Problem to solve:
Find the lines of the data below that include "Cureton". Report their number only.

[Stored items]
■ ■ ■

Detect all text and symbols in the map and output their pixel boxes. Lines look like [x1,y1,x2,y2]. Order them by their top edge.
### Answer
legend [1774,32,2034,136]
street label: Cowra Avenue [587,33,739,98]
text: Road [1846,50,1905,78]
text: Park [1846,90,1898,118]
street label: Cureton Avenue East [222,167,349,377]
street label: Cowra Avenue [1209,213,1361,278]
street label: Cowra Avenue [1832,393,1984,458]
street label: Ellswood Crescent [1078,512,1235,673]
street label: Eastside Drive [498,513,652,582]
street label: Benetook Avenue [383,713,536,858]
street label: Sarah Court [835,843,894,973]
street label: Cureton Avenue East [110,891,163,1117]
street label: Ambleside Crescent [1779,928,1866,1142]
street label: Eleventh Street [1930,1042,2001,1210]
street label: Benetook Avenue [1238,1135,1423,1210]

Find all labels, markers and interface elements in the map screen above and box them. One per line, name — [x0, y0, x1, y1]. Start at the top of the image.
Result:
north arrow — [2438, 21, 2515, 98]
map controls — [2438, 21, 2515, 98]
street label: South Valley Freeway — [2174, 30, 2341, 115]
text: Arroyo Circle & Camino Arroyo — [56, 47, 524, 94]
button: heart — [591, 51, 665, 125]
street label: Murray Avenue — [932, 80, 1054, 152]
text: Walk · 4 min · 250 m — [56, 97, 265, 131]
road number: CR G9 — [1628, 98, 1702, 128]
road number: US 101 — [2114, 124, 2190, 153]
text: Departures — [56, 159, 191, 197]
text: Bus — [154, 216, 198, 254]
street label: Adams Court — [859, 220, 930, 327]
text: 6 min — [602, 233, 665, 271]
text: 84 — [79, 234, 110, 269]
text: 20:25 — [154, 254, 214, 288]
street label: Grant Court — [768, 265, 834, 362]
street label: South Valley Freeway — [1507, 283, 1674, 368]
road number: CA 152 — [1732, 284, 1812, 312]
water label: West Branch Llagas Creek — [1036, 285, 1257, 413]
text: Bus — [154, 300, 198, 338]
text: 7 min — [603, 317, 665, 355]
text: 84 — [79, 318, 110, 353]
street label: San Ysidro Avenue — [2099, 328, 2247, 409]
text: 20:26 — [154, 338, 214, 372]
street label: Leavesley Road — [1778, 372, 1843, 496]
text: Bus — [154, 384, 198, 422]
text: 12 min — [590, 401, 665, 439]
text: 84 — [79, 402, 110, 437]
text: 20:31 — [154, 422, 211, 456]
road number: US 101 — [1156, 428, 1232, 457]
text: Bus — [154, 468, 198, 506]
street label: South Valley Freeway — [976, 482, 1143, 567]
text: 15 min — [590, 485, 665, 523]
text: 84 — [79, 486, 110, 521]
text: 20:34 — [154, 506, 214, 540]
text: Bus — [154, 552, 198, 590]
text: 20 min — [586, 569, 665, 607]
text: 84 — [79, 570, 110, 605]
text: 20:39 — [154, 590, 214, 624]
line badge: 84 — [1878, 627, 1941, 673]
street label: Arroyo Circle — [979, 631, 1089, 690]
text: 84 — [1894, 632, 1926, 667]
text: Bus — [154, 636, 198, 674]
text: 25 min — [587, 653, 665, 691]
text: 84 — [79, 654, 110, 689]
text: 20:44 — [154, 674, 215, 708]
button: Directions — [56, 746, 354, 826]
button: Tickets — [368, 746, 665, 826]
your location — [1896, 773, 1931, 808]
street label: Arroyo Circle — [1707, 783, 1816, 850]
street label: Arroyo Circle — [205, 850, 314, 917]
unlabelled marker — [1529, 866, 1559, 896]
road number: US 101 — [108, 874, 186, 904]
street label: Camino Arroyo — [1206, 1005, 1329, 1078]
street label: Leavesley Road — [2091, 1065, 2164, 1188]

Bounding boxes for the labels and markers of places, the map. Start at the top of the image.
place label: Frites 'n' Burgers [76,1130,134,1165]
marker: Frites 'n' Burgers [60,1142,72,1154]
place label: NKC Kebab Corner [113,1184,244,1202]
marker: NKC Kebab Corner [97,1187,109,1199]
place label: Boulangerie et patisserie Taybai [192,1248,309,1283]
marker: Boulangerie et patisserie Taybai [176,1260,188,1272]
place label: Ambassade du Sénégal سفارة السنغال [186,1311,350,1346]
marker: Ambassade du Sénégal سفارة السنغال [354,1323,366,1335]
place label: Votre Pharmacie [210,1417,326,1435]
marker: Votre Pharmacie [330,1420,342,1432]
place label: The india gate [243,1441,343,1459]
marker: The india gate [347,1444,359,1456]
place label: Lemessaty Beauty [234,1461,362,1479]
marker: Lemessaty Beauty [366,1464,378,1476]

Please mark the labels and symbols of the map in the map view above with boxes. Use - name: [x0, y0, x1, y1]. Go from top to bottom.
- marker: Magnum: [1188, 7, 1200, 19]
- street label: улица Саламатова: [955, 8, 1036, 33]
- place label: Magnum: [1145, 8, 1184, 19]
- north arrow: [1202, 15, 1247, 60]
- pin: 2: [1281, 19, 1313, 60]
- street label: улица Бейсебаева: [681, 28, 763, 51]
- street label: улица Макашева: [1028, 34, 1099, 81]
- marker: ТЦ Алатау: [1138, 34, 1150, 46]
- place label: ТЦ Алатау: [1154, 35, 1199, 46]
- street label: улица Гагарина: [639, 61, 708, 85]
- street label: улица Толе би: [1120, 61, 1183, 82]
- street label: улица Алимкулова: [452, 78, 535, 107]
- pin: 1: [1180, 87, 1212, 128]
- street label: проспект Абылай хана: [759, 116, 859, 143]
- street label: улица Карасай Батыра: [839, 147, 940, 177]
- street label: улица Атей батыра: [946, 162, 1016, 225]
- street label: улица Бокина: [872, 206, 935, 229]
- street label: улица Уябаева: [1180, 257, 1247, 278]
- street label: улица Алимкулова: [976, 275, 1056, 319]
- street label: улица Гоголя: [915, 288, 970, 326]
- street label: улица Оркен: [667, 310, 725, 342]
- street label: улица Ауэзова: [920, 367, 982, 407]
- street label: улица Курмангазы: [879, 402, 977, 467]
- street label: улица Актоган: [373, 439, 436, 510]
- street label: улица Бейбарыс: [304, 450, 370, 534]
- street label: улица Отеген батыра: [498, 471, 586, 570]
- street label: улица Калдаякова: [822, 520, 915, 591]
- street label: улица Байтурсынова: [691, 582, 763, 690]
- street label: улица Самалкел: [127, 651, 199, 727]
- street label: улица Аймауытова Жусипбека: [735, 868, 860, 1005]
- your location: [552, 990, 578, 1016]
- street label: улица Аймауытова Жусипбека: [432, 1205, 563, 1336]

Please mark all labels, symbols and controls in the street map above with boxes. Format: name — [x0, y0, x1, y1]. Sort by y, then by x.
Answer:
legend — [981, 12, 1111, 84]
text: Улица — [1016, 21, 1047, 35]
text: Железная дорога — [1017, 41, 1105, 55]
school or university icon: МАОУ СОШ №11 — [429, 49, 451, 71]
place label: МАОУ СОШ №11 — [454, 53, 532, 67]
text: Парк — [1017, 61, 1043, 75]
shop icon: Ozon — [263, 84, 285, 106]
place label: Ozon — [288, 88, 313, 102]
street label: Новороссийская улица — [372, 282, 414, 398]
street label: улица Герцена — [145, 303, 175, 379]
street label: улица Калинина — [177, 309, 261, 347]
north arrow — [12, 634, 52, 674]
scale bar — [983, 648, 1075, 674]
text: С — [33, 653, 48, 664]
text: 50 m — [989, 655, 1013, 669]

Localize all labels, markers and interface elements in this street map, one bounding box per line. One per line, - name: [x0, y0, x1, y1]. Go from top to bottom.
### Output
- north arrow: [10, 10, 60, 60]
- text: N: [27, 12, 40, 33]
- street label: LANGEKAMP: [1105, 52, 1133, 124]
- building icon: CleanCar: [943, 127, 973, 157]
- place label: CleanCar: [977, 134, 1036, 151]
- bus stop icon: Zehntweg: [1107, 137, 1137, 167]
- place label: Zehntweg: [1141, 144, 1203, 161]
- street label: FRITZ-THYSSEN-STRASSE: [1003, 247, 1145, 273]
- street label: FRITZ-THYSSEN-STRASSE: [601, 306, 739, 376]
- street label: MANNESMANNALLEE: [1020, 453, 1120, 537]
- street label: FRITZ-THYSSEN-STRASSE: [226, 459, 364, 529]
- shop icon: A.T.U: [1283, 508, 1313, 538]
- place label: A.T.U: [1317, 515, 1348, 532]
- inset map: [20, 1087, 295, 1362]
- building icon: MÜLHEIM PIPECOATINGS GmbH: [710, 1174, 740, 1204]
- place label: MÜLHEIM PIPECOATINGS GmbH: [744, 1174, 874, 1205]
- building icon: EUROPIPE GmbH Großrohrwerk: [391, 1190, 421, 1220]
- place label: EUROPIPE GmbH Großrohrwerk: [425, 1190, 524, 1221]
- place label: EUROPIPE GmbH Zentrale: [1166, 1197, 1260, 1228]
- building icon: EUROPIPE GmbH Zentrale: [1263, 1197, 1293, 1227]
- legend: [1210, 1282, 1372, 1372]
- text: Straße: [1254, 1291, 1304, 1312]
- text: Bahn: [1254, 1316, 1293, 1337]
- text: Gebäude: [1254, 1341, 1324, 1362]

■ ■ ■

Solution to this problem:
2